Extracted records
+ + + + +

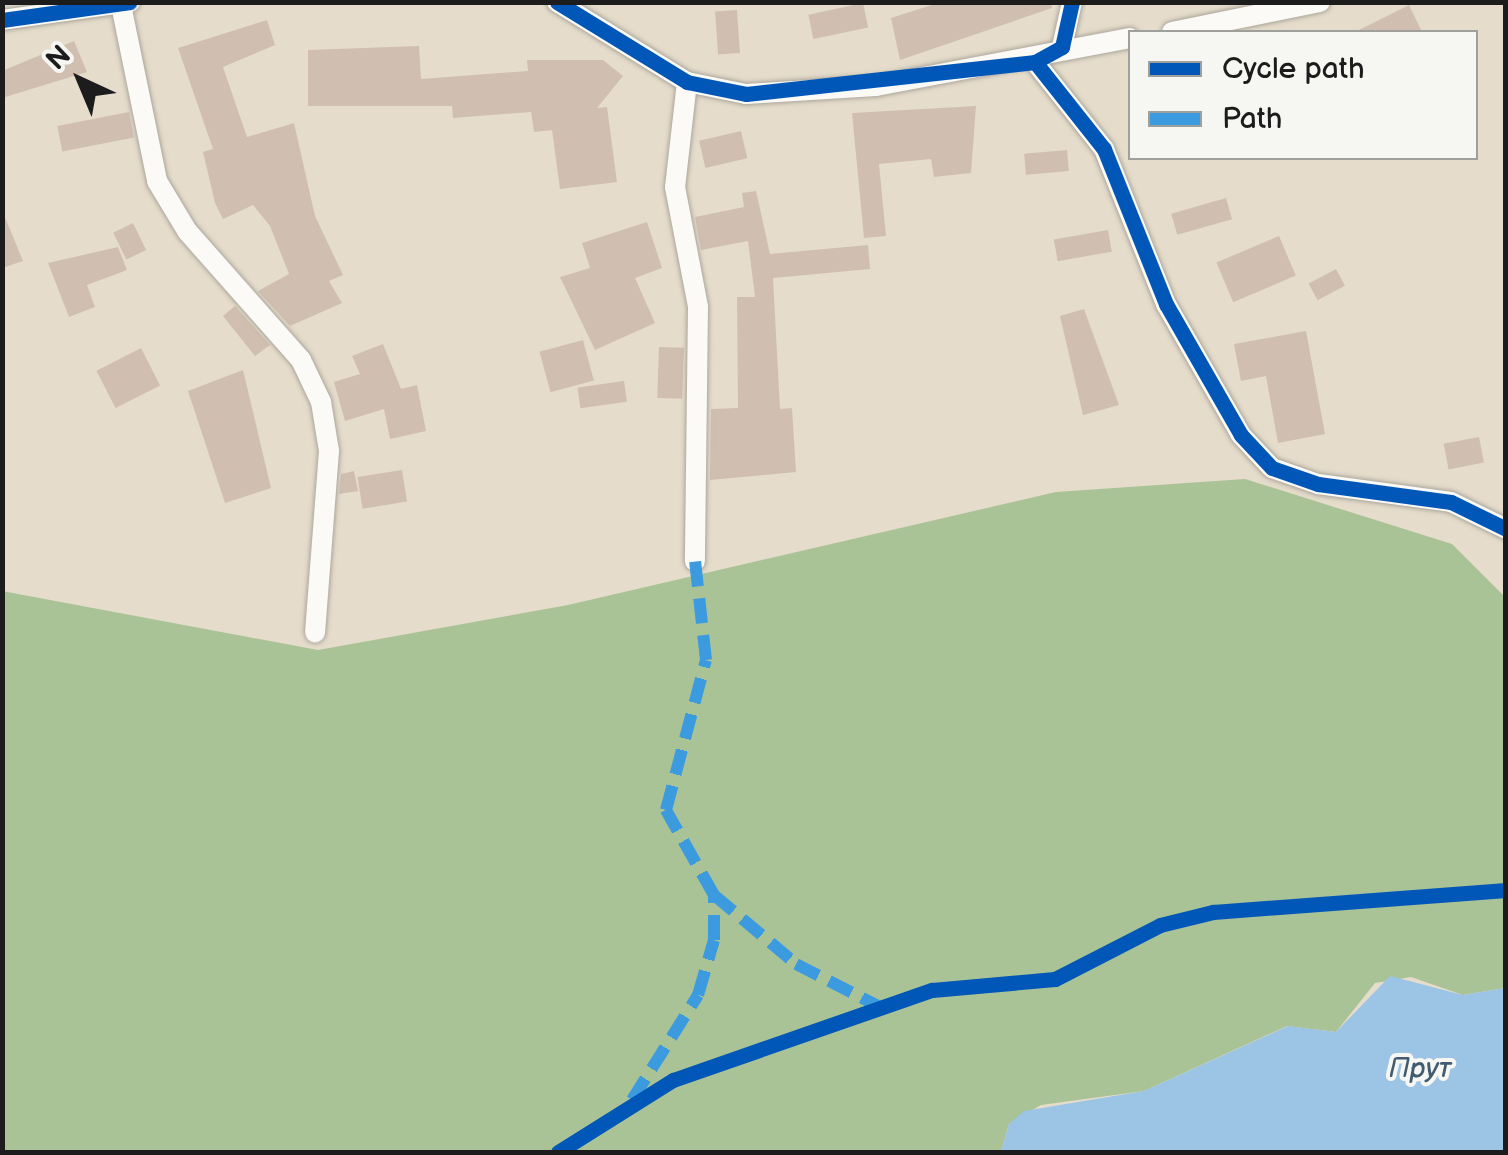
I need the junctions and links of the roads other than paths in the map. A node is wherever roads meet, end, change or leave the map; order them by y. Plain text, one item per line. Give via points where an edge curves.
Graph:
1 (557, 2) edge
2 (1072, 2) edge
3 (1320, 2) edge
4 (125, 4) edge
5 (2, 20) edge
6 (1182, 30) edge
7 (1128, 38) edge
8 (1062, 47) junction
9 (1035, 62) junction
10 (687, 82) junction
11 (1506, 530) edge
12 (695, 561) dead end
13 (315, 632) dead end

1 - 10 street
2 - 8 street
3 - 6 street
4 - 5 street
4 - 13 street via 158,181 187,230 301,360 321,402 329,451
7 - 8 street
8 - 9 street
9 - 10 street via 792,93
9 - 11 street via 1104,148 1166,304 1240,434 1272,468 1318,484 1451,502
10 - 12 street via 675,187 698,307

+ + + + +

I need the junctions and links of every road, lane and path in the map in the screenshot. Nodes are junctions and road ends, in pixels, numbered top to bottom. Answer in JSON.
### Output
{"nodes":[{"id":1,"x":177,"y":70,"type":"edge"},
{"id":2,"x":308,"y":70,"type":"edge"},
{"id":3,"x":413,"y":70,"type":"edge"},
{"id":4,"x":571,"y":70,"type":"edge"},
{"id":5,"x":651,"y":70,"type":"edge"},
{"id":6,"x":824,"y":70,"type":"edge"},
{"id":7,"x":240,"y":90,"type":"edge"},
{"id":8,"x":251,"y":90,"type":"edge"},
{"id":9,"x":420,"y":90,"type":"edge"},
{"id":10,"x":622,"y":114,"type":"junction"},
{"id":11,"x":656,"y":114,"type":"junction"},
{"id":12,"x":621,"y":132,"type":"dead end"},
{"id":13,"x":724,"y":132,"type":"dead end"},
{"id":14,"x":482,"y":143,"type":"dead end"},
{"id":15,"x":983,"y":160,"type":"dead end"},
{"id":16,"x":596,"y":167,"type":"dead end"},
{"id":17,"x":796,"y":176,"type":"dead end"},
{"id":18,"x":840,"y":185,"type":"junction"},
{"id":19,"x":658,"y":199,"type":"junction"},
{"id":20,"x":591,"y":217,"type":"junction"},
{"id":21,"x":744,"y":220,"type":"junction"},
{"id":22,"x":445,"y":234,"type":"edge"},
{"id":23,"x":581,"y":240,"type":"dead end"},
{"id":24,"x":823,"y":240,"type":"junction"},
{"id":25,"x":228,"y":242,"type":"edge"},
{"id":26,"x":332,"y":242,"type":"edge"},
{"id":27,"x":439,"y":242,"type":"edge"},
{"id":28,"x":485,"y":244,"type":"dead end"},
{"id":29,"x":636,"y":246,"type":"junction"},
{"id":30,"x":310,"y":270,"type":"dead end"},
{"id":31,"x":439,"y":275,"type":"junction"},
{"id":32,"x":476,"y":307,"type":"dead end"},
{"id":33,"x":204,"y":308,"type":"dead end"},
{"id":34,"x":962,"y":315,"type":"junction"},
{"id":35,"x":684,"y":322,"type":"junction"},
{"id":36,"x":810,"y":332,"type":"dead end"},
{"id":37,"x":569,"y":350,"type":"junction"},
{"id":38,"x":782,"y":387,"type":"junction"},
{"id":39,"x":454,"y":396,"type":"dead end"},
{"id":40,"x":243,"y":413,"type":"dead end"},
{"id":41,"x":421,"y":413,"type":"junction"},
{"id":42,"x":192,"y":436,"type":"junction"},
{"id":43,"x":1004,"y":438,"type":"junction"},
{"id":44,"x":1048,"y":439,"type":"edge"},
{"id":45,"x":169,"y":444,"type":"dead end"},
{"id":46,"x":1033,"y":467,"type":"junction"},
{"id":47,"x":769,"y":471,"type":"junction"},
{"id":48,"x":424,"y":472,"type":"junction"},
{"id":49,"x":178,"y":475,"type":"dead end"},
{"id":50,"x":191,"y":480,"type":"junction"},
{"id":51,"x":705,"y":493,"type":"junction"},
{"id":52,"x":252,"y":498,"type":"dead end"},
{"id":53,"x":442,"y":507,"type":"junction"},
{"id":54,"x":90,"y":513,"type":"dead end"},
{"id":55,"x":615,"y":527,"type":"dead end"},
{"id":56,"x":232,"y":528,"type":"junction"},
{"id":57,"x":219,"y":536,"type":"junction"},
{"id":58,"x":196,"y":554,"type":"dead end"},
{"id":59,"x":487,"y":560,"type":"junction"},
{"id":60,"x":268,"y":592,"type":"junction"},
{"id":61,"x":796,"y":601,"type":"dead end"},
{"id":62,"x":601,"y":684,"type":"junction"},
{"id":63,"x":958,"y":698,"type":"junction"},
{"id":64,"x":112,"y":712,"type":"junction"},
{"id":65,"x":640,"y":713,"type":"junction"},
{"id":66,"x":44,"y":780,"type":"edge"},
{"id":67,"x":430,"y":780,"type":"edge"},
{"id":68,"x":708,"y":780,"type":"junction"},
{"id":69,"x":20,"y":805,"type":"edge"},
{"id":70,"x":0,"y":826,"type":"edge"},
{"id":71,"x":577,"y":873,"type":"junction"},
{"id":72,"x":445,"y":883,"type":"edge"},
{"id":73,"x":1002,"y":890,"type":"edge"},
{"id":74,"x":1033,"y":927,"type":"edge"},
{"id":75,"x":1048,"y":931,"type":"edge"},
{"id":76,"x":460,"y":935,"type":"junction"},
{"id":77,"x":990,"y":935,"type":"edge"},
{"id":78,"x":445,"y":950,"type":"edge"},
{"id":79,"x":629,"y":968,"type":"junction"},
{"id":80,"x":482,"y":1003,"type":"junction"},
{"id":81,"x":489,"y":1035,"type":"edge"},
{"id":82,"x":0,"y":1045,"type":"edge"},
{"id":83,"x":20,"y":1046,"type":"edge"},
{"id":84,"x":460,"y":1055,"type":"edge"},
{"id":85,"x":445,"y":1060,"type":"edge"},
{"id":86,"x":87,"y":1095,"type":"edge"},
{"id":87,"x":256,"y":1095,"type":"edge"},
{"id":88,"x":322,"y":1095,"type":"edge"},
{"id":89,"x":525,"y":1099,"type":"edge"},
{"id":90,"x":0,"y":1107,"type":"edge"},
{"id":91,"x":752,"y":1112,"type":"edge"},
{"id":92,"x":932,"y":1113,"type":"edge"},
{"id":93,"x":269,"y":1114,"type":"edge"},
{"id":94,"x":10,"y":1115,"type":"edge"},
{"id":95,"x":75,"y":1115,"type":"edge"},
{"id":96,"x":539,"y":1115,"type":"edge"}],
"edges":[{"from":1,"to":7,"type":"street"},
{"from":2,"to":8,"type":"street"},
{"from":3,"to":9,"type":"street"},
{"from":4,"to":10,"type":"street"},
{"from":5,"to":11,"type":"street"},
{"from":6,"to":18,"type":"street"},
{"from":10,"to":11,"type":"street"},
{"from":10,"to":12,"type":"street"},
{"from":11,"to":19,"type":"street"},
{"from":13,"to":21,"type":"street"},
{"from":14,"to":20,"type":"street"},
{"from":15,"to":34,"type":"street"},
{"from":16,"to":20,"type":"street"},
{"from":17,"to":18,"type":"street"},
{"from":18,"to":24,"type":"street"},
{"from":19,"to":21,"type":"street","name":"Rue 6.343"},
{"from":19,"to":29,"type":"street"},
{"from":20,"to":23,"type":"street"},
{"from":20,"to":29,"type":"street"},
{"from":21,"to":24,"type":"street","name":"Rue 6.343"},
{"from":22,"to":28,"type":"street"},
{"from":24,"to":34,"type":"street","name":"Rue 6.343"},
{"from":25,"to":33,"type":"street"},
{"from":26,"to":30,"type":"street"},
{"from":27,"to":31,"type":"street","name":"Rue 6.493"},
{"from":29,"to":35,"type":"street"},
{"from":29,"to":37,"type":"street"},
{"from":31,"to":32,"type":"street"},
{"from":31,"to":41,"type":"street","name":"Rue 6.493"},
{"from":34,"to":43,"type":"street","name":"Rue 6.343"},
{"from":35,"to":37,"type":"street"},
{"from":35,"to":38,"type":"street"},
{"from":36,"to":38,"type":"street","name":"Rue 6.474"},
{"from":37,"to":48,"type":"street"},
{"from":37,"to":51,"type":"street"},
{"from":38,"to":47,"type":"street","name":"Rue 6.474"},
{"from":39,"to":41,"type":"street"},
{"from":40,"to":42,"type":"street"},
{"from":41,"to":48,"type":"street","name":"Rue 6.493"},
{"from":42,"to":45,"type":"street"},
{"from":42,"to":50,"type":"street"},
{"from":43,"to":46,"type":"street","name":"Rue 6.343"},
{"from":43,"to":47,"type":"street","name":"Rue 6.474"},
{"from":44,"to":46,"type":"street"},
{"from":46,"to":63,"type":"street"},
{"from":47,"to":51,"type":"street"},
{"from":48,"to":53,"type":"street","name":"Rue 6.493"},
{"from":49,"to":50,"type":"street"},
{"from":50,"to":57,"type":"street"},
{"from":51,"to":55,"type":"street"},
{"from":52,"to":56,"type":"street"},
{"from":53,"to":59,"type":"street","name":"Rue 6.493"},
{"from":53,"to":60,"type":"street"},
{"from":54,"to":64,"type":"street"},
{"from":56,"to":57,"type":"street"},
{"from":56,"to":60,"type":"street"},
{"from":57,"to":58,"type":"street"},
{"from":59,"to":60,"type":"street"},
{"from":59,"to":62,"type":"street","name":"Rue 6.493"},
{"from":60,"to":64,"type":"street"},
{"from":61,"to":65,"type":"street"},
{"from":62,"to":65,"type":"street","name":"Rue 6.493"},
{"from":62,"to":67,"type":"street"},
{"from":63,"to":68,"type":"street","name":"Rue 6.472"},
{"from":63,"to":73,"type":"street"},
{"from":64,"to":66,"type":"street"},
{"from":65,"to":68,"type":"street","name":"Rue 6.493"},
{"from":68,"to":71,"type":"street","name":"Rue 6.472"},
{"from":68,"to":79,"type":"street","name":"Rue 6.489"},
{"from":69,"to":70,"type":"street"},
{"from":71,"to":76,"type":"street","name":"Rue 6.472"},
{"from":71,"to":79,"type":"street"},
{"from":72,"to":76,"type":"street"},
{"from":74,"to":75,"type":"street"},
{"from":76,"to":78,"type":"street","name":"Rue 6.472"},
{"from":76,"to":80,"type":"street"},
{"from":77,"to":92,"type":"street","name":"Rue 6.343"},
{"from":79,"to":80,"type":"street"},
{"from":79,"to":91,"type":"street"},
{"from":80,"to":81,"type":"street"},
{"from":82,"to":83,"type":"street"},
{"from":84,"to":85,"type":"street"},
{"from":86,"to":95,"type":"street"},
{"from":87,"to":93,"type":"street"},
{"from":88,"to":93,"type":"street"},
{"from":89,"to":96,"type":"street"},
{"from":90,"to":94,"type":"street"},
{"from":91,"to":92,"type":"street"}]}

+ + + + +

PROBLEM DESCRIPTION: When the word "junctions" shows up in a line of the entries, pull that line out.

YOUR RESPONSE:
I need the junctions and links of the roads other than paths in the map. A node is wherever roads meet, end, change or leave the map; order them by y. Plain text, one item per line. Give via points where an edge curves.
I need the junctions and links of every road, lane and path in the map in the screenshot. Nodes are junctions and road ends, in pixels, numbered top to bottom. Answer in JSON.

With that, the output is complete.